Saat jam istirahat, Jocelyn duduk sendirian di kantin sekolah. Ia mengamati teman-teman sekelasnya yang asyik mengobrol dan tertawa bersama. Jocelyn merasa seperti orang asing yang tidak diterima.

Tiba-tiba, seorang gadis berambut panjang menghampiri Jocelyn. "Hai, Jocelyn. Boleh aku duduk di sini?" tanyanya ramah.

Jocelyn mengangguk, merasa sedikit lega. "Namaku Sarah," gadis itu memperkenalkan diri. "Aku ketua kelas. Selamat datang di SMA Nusa Harapan."

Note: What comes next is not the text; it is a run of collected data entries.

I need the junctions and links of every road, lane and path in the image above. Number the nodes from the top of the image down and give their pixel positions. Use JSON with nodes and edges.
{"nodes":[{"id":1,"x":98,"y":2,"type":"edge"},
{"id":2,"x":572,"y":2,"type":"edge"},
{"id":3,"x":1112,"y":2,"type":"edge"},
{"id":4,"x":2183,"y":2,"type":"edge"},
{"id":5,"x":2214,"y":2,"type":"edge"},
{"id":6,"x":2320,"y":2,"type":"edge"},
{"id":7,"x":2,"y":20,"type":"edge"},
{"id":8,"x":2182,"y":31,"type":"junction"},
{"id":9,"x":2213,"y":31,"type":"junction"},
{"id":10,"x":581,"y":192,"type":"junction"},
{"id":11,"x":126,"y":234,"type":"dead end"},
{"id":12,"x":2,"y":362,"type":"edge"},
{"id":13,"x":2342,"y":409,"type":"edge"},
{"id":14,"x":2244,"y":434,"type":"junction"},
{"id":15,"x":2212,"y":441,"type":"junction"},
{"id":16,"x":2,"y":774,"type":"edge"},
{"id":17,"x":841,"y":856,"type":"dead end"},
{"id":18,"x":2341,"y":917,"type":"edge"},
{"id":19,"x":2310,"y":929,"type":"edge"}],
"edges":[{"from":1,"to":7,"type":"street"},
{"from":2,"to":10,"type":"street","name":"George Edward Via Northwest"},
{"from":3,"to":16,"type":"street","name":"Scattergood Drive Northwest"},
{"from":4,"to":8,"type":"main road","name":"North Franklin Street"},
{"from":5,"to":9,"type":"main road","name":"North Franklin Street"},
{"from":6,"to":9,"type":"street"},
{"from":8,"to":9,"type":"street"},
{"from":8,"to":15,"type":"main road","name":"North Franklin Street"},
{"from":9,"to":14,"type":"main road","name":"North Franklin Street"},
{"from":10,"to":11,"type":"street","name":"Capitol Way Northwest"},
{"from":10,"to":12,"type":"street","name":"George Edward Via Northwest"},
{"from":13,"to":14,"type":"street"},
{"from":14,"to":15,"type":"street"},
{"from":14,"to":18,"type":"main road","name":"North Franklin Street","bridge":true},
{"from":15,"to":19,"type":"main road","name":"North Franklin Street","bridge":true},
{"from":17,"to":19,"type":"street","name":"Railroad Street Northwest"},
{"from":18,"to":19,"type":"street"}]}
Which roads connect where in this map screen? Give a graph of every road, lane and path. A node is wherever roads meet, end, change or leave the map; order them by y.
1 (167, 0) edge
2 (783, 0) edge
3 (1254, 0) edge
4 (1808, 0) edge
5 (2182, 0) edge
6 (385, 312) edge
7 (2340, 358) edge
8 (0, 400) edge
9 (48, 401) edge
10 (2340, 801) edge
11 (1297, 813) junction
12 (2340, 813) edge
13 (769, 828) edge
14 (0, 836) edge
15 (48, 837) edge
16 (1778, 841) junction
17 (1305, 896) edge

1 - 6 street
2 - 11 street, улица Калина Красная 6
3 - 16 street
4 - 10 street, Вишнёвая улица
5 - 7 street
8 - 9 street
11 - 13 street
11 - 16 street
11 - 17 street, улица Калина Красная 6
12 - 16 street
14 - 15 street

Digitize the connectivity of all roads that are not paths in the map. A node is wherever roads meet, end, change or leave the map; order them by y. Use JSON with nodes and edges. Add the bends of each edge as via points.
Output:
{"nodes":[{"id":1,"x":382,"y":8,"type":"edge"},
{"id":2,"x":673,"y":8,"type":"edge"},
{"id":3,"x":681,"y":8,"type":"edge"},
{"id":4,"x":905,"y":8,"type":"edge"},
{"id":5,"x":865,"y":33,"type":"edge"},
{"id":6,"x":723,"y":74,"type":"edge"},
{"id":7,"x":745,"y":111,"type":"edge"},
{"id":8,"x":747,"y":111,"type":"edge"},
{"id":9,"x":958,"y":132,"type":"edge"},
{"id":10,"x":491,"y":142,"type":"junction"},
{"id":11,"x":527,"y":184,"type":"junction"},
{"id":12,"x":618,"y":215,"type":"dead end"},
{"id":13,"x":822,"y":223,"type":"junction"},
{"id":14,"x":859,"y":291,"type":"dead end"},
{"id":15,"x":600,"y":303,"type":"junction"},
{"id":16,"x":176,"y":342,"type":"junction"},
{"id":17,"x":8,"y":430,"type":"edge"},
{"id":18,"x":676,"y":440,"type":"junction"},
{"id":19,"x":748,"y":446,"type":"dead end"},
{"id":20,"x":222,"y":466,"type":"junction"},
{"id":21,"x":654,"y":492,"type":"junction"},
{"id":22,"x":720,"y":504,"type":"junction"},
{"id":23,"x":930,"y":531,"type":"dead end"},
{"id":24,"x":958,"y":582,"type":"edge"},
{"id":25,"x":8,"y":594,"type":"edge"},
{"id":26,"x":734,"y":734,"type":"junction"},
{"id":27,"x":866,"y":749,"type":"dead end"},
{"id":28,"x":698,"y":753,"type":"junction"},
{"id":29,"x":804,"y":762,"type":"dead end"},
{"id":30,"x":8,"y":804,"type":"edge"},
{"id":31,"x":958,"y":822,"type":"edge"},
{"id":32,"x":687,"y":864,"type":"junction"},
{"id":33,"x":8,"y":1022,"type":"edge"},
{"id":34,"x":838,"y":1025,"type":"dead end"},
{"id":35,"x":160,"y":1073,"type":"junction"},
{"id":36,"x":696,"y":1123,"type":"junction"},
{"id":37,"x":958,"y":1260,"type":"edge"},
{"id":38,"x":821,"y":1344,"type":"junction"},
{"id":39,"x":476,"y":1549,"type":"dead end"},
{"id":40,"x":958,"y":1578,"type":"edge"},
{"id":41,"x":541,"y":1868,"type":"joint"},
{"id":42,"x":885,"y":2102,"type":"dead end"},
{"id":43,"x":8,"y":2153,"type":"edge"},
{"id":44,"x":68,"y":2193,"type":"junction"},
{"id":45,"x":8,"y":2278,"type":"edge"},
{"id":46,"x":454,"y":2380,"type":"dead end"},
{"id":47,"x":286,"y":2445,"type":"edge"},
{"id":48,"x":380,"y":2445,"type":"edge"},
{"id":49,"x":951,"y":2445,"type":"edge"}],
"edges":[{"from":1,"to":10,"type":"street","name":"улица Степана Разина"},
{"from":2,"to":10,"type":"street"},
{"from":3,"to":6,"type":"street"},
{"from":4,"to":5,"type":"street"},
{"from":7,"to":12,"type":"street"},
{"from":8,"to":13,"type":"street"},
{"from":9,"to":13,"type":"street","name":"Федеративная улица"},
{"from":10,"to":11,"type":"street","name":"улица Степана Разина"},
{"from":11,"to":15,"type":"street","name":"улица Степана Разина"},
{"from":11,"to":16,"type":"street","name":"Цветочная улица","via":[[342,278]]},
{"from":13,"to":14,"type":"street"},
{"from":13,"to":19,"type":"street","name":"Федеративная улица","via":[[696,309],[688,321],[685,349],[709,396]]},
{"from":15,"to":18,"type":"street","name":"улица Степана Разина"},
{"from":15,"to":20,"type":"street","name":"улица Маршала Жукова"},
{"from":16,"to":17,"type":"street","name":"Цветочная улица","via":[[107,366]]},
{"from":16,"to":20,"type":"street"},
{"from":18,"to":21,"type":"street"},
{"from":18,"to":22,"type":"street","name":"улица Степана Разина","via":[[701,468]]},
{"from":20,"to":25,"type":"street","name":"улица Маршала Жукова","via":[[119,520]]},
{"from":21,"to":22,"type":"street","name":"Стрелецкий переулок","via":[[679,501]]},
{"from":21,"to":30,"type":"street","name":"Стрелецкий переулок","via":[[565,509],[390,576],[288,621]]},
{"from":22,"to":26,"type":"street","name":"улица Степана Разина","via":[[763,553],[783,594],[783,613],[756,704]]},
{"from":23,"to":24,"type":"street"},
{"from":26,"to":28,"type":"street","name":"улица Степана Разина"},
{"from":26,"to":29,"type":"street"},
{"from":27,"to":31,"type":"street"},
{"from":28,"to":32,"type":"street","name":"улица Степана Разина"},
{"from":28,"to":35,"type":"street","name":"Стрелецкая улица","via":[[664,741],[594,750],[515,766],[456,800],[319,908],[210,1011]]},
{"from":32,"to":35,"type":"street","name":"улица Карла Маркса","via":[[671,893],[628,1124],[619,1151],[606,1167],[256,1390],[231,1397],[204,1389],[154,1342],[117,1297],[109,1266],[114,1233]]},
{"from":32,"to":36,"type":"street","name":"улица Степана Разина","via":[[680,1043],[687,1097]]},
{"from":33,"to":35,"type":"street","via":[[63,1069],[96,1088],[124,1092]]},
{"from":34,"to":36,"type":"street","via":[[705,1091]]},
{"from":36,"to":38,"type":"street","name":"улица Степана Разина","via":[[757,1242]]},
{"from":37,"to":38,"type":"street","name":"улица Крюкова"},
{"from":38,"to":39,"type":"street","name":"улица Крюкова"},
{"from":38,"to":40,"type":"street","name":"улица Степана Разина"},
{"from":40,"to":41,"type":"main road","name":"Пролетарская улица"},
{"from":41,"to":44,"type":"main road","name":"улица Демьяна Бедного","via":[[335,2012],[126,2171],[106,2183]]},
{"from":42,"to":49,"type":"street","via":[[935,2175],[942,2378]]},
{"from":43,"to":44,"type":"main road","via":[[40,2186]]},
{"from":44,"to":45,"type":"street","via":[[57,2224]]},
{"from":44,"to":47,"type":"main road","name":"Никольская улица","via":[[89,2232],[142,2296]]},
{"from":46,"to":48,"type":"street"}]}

Sarah mulai mengajak Jocelyn mengobrol. Ia bercerita tentang sekolah, guru-guru, dan kegiatan ekstrakurikuler. Jocelyn merasa sedikit lebih nyaman.

"Kamu suka pelajaran apa, Jocelyn?" tanya Sarah.

"Aku suka bahasa Inggris dan seni," jawab Jocelyn.

"Wah, sama dong! Kita bisa belajar bareng nanti," kata Sarah antusias.

Jocelyn tersenyum. Mungkin kehidupan barunya di desa ini tidak seburuk yang ia bayangkan. Setidaknya, ia sudah menemukan satu teman.

Setelah jam pelajaran selesai, Jocelyn berjalan pulang sendirian. Ia melewati jalan setapak yang dikelilingi sawah hijau. Udara segar desa membuat Jocelyn merasa lebih tenang. Ia mulai menikmati pemandangan indah di sekitarnya.

Tiba-tiba, Jocelyn tersandung batu dan terjatuh. Lututnya terluka dan berdarah. Ia meringis kesakitan.

"Aduh!" Jocelyn mencoba berdiri, tetapi lututnya terasa sakit sekali.

Seorang pemuda yang sedang melintas melihat Jocelyn terjatuh. Ia segera menghampiri Jocelyn dan membantunya berdiri. Jocelyn tertegun melihat mata yang bulat indah, rambut yang rapi, dan kulit putih sang pemuda.

"Kamu tidak apa-apa?" tanya pemuda itu dengan nada khawatir.

Jocelyn menggelengkan kepala, air mata mulai mengalir di pipinya.

"Ayo, aku antar kamu pulang," kata pemuda itu sambil membantu Jocelyn berjalan.

Jocelyn tidak menolak. Ia merasa bersyukur ada yang membantunya.

Sepanjang jalan, mereka bertukar cerita. Jocelyn bercerita tentang kepindahannya dari Jakarta, sementara pemuda itu berbagi tentang kehidupan di desa. Tak terasa, mereka sudah sampai di depan rumah Jocelyn.

"Ini rumahmu?" tanya pemuda itu, sedikit terkejut.

Jocelyn mengangguk, "Iya, benar. Terima kasih banyak."

"Wah, ternyata kita tetanggaan," pemuda itu tersenyum lebar. "Aku baru sadar. Aku Jason, senang bisa mengenalmu."

"Aku Jocelyn," balas Jocelyn, sama terkejutnya. Ia tidak menyangka pemuda yang menolongnya adalah tetangganya sendiri. Mungkin desa ini akan menjadi tempat yang nyaman untuknya.

Jason pamit pulang, meninggalkan Jocelyn yang merasa sedikit lebih baik. Mungkin desa ini tidak seburuk yang ia bayangkan. Setidaknya, ia sudah menemukan dua orang yang baik hati.